Items from a dataset
■ ■ ■
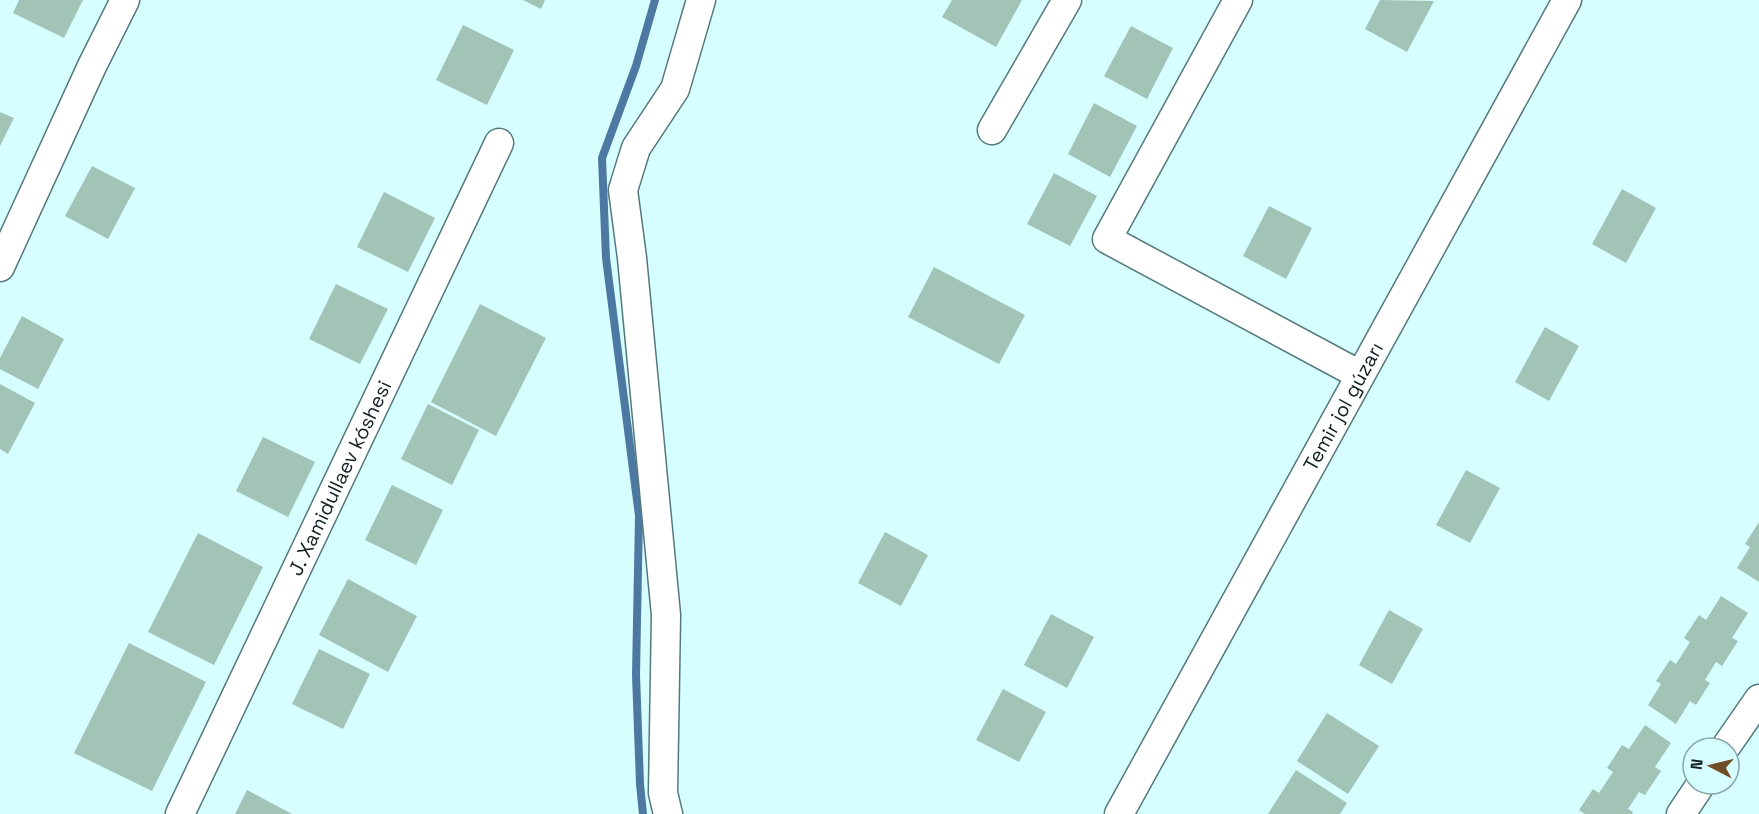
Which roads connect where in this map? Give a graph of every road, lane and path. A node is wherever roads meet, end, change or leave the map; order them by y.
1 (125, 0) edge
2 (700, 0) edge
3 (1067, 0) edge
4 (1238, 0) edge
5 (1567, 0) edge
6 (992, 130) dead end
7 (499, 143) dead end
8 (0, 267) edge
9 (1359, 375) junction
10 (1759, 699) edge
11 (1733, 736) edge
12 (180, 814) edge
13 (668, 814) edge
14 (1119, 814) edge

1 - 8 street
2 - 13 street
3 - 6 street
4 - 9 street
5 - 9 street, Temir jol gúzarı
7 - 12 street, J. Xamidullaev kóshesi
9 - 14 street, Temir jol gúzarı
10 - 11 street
■ ■ ■
Task to complete ::
Each record above is to be returned unchanged, while any picture it holds stays out.

Solution ::
Which roads connect where in this map? Give a graph of every road, lane and path. A node is wherever roads meet, end, change or leave the map; order them by y.
1 (125, 0) edge
2 (700, 0) edge
3 (1067, 0) edge
4 (1238, 0) edge
5 (1567, 0) edge
6 (992, 130) dead end
7 (499, 143) dead end
8 (0, 267) edge
9 (1359, 375) junction
10 (1759, 699) edge
11 (1733, 736) edge
12 (180, 814) edge
13 (668, 814) edge
14 (1119, 814) edge

1 - 8 street
2 - 13 street
3 - 6 street
4 - 9 street
5 - 9 street, Temir jol gúzarı
7 - 12 street, J. Xamidullaev kóshesi
9 - 14 street, Temir jol gúzarı
10 - 11 street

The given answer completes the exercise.